Tepat tanggal 2 Mei lalu kita menikmati sebuah euphoria ceremony Hari Pendidikan Nasional. Mungkin jika kita melihat secara global tentang Pendidikan di Indonesia secara mayoritas kita mengatakan tidak puas dengan apa yang sedang terjadi saat ini. Kita tidak memnunafikkan bahwa hampir di seluruh Bumi pertiwi tercinta ini SD dan SLTP sudah digratiskan, masyarakat dapatlah dikatakan hanya tinggal memasukkan anak-anaknya saja ke dalam sekolahan yang ingin dituju tanpa perlu mempertimbangkan harga yang harus dibayarnya.
Namun, dibalik sebuah rencana implikasi riil dari kebijakan tersebut diatas yaitu masih terdapat beberapa aspek yang harus diperhatikan yang ternyata menjadi semacam sebuah pembayaran uang sekolah dengan cara yang berbeda. Di beberapa daerah metode seperti itu dilakukan dengan taktik bahwa untuk buku paket pelajaran sekolah harus dibeli melalui guru atau pihak sekolah yang bersangkutan, ditambah dengan beberapa argument yang mengatakan bahwa para pelajar mesti ditarik sejumlah uang dengan alasan kesejahteraan lingkungan sekolah seperti uang pembangunan Gedung dan kebersihan.
Hal tersebut sudah jelas-jelas merugikan rakyat Indonesia, hal ini dikarenakan Amanat UUD 1945 menyebutkan untuk anggaran pendidikan di Indonesia sebesar 20% dari APBN, namun kenyataan yang terjadi yaitu Anggaran pendidikan kita hanya berkisar 11, 9% dari APBN. Jelas hal ini merupakan sebagai suatu permasalahan dan sebagai bukti bentuk pengkebirian dan pengkhianatan terhadap UUD 1945.

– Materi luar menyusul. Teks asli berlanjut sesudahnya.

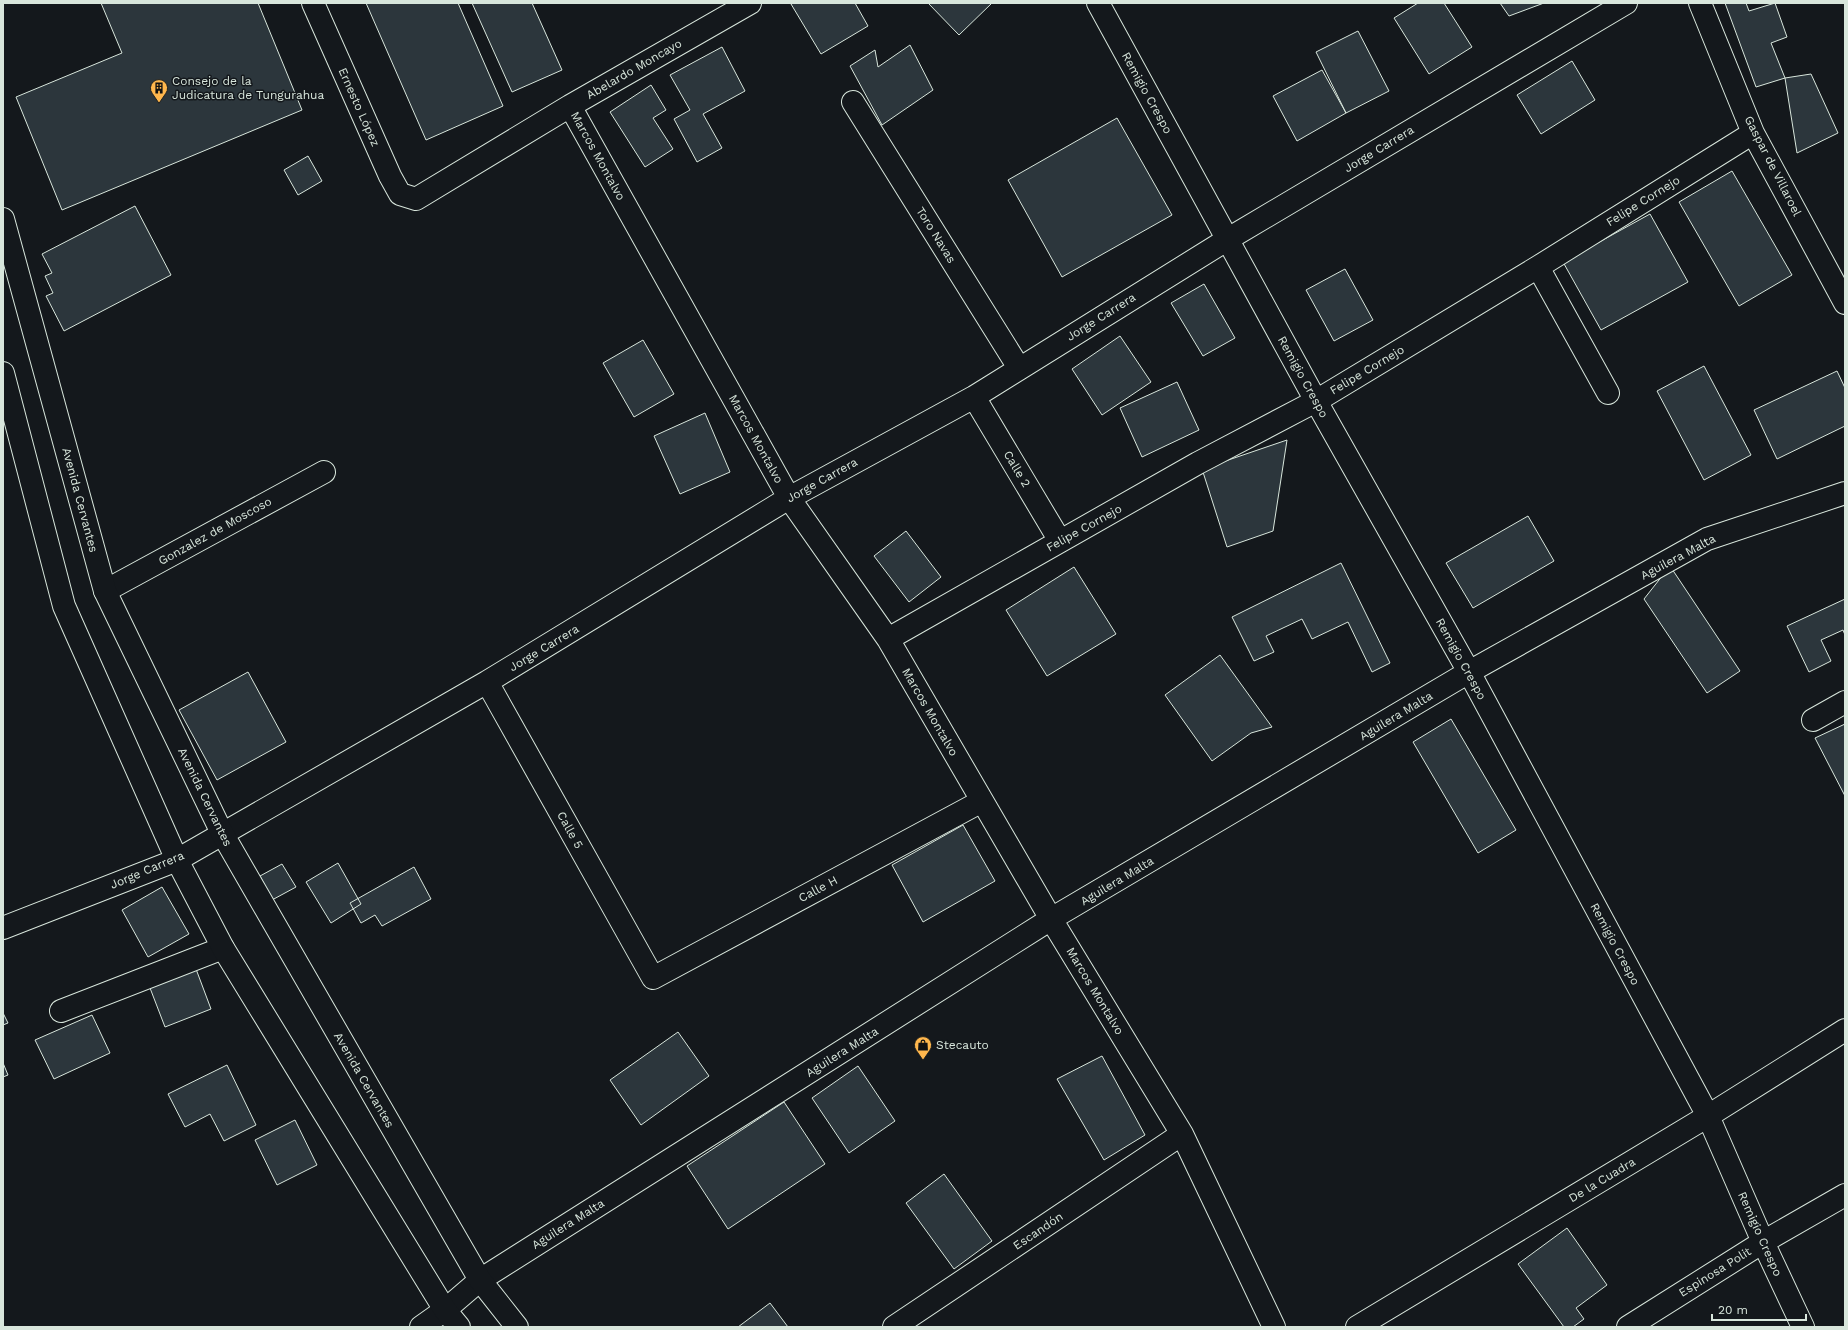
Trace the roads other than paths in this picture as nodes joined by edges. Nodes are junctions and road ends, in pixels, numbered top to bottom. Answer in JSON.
{"nodes":[{"id":1,"x":313,"y":3,"type":"edge"},
{"id":2,"x":750,"y":3,"type":"edge"},
{"id":3,"x":1098,"y":3,"type":"edge"},
{"id":4,"x":1626,"y":3,"type":"edge"},
{"id":5,"x":1700,"y":3,"type":"edge"},
{"id":6,"x":853,"y":102,"type":"dead end"},
{"id":7,"x":570,"y":106,"type":"junction"},
{"id":8,"x":1753,"y":133,"type":"junction"},
{"id":9,"x":416,"y":199,"type":"joint"},
{"id":10,"x":3,"y":219,"type":"edge"},
{"id":11,"x":1228,"y":239,"type":"junction"},
{"id":12,"x":1538,"y":267,"type":"junction"},
{"id":13,"x":1845,"y":303,"type":"edge"},
{"id":14,"x":1019,"y":368,"type":"junction"},
{"id":15,"x":3,"y":373,"type":"edge"},
{"id":16,"x":1608,"y":393,"type":"dead end"},
{"id":17,"x":974,"y":397,"type":"junction"},
{"id":18,"x":1316,"y":401,"type":"junction"},
{"id":19,"x":324,"y":472,"type":"dead end"},
{"id":20,"x":1845,"y":493,"type":"edge"},
{"id":21,"x":789,"y":498,"type":"junction"},
{"id":22,"x":1060,"y":541,"type":"junction"},
{"id":23,"x":106,"y":591,"type":"junction"},
{"id":24,"x":888,"y":639,"type":"junction"},
{"id":25,"x":1469,"y":672,"type":"junction"},
{"id":26,"x":487,"y":682,"type":"junction"},
{"id":27,"x":1845,"y":702,"type":"edge"},
{"id":28,"x":1813,"y":720,"type":"dead end"},
{"id":29,"x":982,"y":801,"type":"junction"},
{"id":30,"x":222,"y":833,"type":"junction"},
{"id":31,"x":176,"y":860,"type":"junction"},
{"id":32,"x":1051,"y":919,"type":"junction"},
{"id":33,"x":3,"y":928,"type":"edge"},
{"id":34,"x":224,"y":948,"type":"junction"},
{"id":35,"x":653,"y":978,"type":"joint"},
{"id":36,"x":61,"y":1011,"type":"dead end"},
{"id":37,"x":1845,"y":1030,"type":"edge"},
{"id":38,"x":1708,"y":1116,"type":"junction"},
{"id":39,"x":1182,"y":1134,"type":"junction"},
{"id":40,"x":1845,"y":1194,"type":"edge"},
{"id":41,"x":1763,"y":1242,"type":"junction"},
{"id":42,"x":480,"y":1280,"type":"junction"},
{"id":43,"x":445,"y":1310,"type":"junction"},
{"id":44,"x":421,"y":1327,"type":"edge"},
{"id":45,"x":459,"y":1327,"type":"edge"},
{"id":46,"x":517,"y":1327,"type":"edge"},
{"id":47,"x":894,"y":1327,"type":"edge"},
{"id":48,"x":1274,"y":1327,"type":"edge"},
{"id":49,"x":1358,"y":1327,"type":"edge"},
{"id":50,"x":1628,"y":1327,"type":"edge"},
{"id":51,"x":1803,"y":1327,"type":"edge"}],
"edges":[{"from":1,"to":9,"type":"street","name":"Ernesto López"},
{"from":2,"to":7,"type":"street","name":"Abelardo Moncayo"},
{"from":3,"to":11,"type":"street","name":"Remigio Crespo"},
{"from":4,"to":11,"type":"street","name":"Jorge Carrera"},
{"from":5,"to":8,"type":"street","name":"Gaspar de Villaroel"},
{"from":6,"to":14,"type":"street","name":"Toro Navas"},
{"from":7,"to":9,"type":"street","name":"Abelardo Moncayo"},
{"from":7,"to":21,"type":"street","name":"Marcos Montalvo"},
{"from":8,"to":12,"type":"street","name":"Felipe Cornejo"},
{"from":8,"to":13,"type":"street","name":"Gaspar de Villaroel"},
{"from":10,"to":23,"type":"street","name":"Avenida Cervantes"},
{"from":11,"to":14,"type":"street","name":"Jorge Carrera"},
{"from":11,"to":18,"type":"street","name":"Remigio Crespo"},
{"from":12,"to":16,"type":"street"},
{"from":12,"to":18,"type":"street","name":"Felipe Cornejo"},
{"from":14,"to":17,"type":"street","name":"Jorge Carrera"},
{"from":15,"to":31,"type":"street"},
{"from":17,"to":21,"type":"street","name":"Jorge Carrera"},
{"from":17,"to":22,"type":"street","name":"Calle 2"},
{"from":18,"to":22,"type":"street","name":"Felipe Cornejo"},
{"from":18,"to":25,"type":"street","name":"Remigio Crespo"},
{"from":19,"to":23,"type":"street","name":"Gonzalez de Moscoso"},
{"from":20,"to":25,"type":"street","name":"Aguilera Malta"},
{"from":21,"to":24,"type":"street","name":"Marcos Montalvo"},
{"from":21,"to":26,"type":"street","name":"Jorge Carrera"},
{"from":22,"to":24,"type":"street","name":"Felipe Cornejo"},
{"from":23,"to":30,"type":"street","name":"Avenida Cervantes"},
{"from":24,"to":29,"type":"street","name":"Marcos Montalvo"},
{"from":25,"to":32,"type":"street","name":"Aguilera Malta"},
{"from":25,"to":38,"type":"street","name":"Remigio Crespo"},
{"from":26,"to":30,"type":"street","name":"Jorge Carrera"},
{"from":26,"to":35,"type":"street","name":"Calle 5"},
{"from":27,"to":28,"type":"street"},
{"from":29,"to":32,"type":"street","name":"Marcos Montalvo"},
{"from":29,"to":35,"type":"street","name":"Calle H"},
{"from":30,"to":31,"type":"street","name":"Jorge Carrera"},
{"from":30,"to":42,"type":"street","name":"Avenida Cervantes"},
{"from":31,"to":33,"type":"street","name":"Jorge Carrera"},
{"from":31,"to":34,"type":"street"},
{"from":32,"to":39,"type":"street","name":"Marcos Montalvo"},
{"from":32,"to":42,"type":"street","name":"Aguilera Malta"},
{"from":34,"to":36,"type":"street"},
{"from":34,"to":43,"type":"street"},
{"from":37,"to":38,"type":"street","name":"De la Cuadra"},
{"from":38,"to":41,"type":"street","name":"Remigio Crespo"},
{"from":38,"to":49,"type":"street","name":"De la Cuadra"},
{"from":39,"to":47,"type":"street","name":"Escandón"},
{"from":39,"to":48,"type":"street","name":"Marcos Montalvo"},
{"from":40,"to":41,"type":"street","name":"Espinosa Polit"},
{"from":41,"to":50,"type":"street","name":"Espinosa Polit"},
{"from":41,"to":51,"type":"street","name":"Remigio Crespo"},
{"from":42,"to":43,"type":"street","name":"Aguilera Malta"},
{"from":42,"to":46,"type":"street","name":"Avenida Cervantes"},
{"from":43,"to":44,"type":"street","name":"Aguilera Malta"},
{"from":43,"to":45,"type":"street"}]}
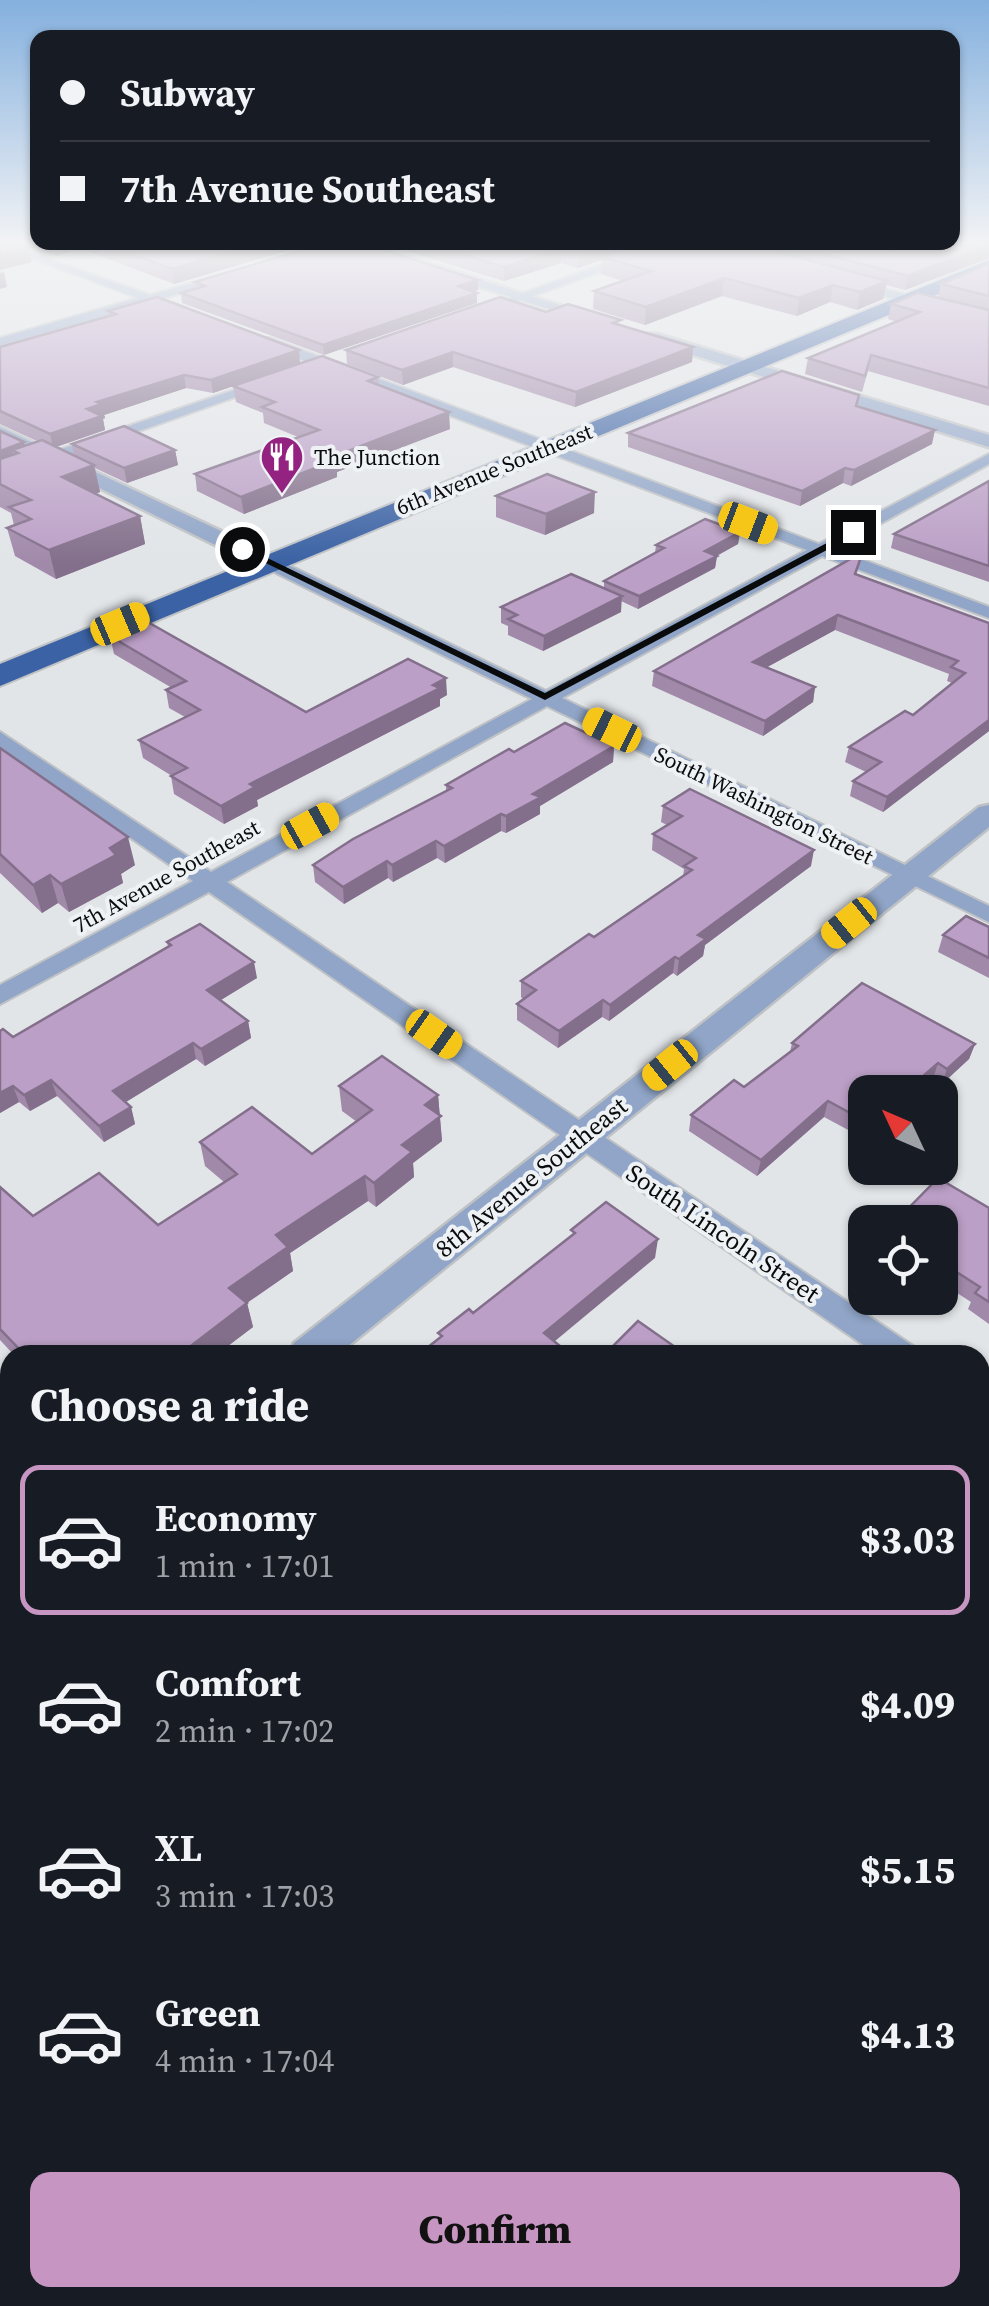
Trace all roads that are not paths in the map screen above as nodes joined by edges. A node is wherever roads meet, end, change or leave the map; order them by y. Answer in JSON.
{"nodes":[{"id":1,"x":282,"y":348,"type":"edge"},
{"id":2,"x":686,"y":348,"type":"edge"},
{"id":3,"x":790,"y":348,"type":"edge"},
{"id":4,"x":342,"y":358,"type":"edge"},
{"id":5,"x":325,"y":363,"type":"junction"},
{"id":6,"x":745,"y":366,"type":"junction"},
{"id":7,"x":293,"y":374,"type":"edge"},
{"id":8,"x":278,"y":380,"type":"edge"},
{"id":9,"x":0,"y":432,"type":"edge"},
{"id":10,"x":989,"y":441,"type":"edge"},
{"id":11,"x":547,"y":448,"type":"junction"},
{"id":12,"x":52,"y":458,"type":"junction"},
{"id":13,"x":989,"y":458,"type":"edge"},
{"id":14,"x":0,"y":475,"type":"edge"},
{"id":15,"x":820,"y":550,"type":"junction"},
{"id":16,"x":268,"y":562,"type":"junction"},
{"id":17,"x":989,"y":613,"type":"edge"},
{"id":18,"x":0,"y":676,"type":"edge"},
{"id":19,"x":545,"y":697,"type":"junction"},
{"id":20,"x":0,"y":738,"type":"edge"},
{"id":21,"x":989,"y":813,"type":"edge"},
{"id":22,"x":908,"y":875,"type":"junction"},
{"id":23,"x":209,"y":881,"type":"junction"},
{"id":24,"x":989,"y":915,"type":"edge"},
{"id":25,"x":0,"y":996,"type":"edge"},
{"id":26,"x":582,"y":1136,"type":"junction"},
{"id":27,"x":321,"y":1345,"type":"edge"},
{"id":28,"x":887,"y":1345,"type":"edge"}],
"edges":[{"from":1,"to":5,"type":"street"},
{"from":2,"to":6,"type":"street"},
{"from":3,"to":6,"type":"highway","name":"6th Avenue Southeast"},
{"from":4,"to":5,"type":"street"},
{"from":5,"to":7,"type":"street"},
{"from":5,"to":11,"type":"street"},
{"from":6,"to":10,"type":"street"},
{"from":6,"to":11,"type":"highway","name":"6th Avenue Southeast"},
{"from":8,"to":12,"type":"street"},
{"from":9,"to":12,"type":"street","name":"South Washington Street"},
{"from":11,"to":15,"type":"street"},
{"from":11,"to":16,"type":"highway","name":"6th Avenue Southeast"},
{"from":12,"to":14,"type":"street"},
{"from":12,"to":16,"type":"street","name":"South Washington Street"},
{"from":13,"to":15,"type":"street","name":"7th Avenue Southeast"},
{"from":15,"to":17,"type":"street"},
{"from":15,"to":19,"type":"street","name":"7th Avenue Southeast"},
{"from":16,"to":18,"type":"highway","name":"6th Avenue Southeast"},
{"from":16,"to":19,"type":"street","name":"South Washington Street"},
{"from":19,"to":22,"type":"street","name":"South Washington Street"},
{"from":19,"to":23,"type":"street","name":"7th Avenue Southeast"},
{"from":20,"to":23,"type":"street","name":"South Lincoln Street"},
{"from":21,"to":22,"type":"street","name":"8th Avenue Southeast"},
{"from":22,"to":24,"type":"street","name":"South Washington Street"},
{"from":22,"to":26,"type":"street","name":"8th Avenue Southeast"},
{"from":23,"to":25,"type":"street","name":"7th Avenue Southeast"},
{"from":23,"to":26,"type":"street","name":"South Lincoln Street"},
{"from":26,"to":27,"type":"street","name":"8th Avenue Southeast"},
{"from":26,"to":28,"type":"street","name":"South Lincoln Street"}]}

Sebuah harapan digantungkan dengan berasumsi bahwa proses itu semua akan berujung terhadap kesejahteraan mayarakat indonesia. Namun kenyataan yang terjadi di masyarakat yaitu banyaknya masyarakat Indonesia yang masih saja terbatas untuk mendapatkan akses memperoleh pendidikan yang layak, dimulai dari tingkat SD sampai dengan permasalahan tingkat Mahasiswa sekalipun. Maka kita tidak heran jika melihat sebuah fenomena yang terjadi di masyarakat yaitu anak dokter memiliki akses untuk menjadi seorang dokter lebih besar daripada mereka yang berada diluar itu. Artinya Buah jatuh tidak jauh dari pohonnya berlaku dalam pendidikan kita. Sehingga hanya yang memiliki modal besarlah yang mampu mendapatkan akses yang lebih besar untuk mengenyam pendidikan yang lebih tinggi. Sehingga inilah yang dinamakan kapitalisme dan liberalisme dalam dunia pendidikan kita.
Maka mungkin dapat kita simpulkan bahwa setiap kebijakan yang dibuat dan diambil oleh pemerintah sering tidak mampu terimplikasi dimayarakat dikarenakan ketidakpahaman masyarakat kita dalam memahami kebijakan yang diambil oleh pemerintah. Sehingga timbullah yang terjadi dimasyarakat yang bernama Kesenjangan Intelektual. Kita sama-sama berharap realisasi Anggaran pendidikan sebesar 20% dapat segera terwujud untuk mempersempit kesenjangan intelektual di Indonesia dan menghapus sistem liberalisasi dan kapitalisme dalam dunia pendidikan di Bumi Nusantara kita ini.. Yang kita inginkan yaitu Terbukanya kesempatan yang sama bagi seluruh masyrakat di Indonesia untuk mendapatkan Pendidikan yang layak. Yang semuanya berujung kepada Peningkatan kesejahteraan rakyat Indonesia..
Hidup Dunia Pendidikan Indonesia..!!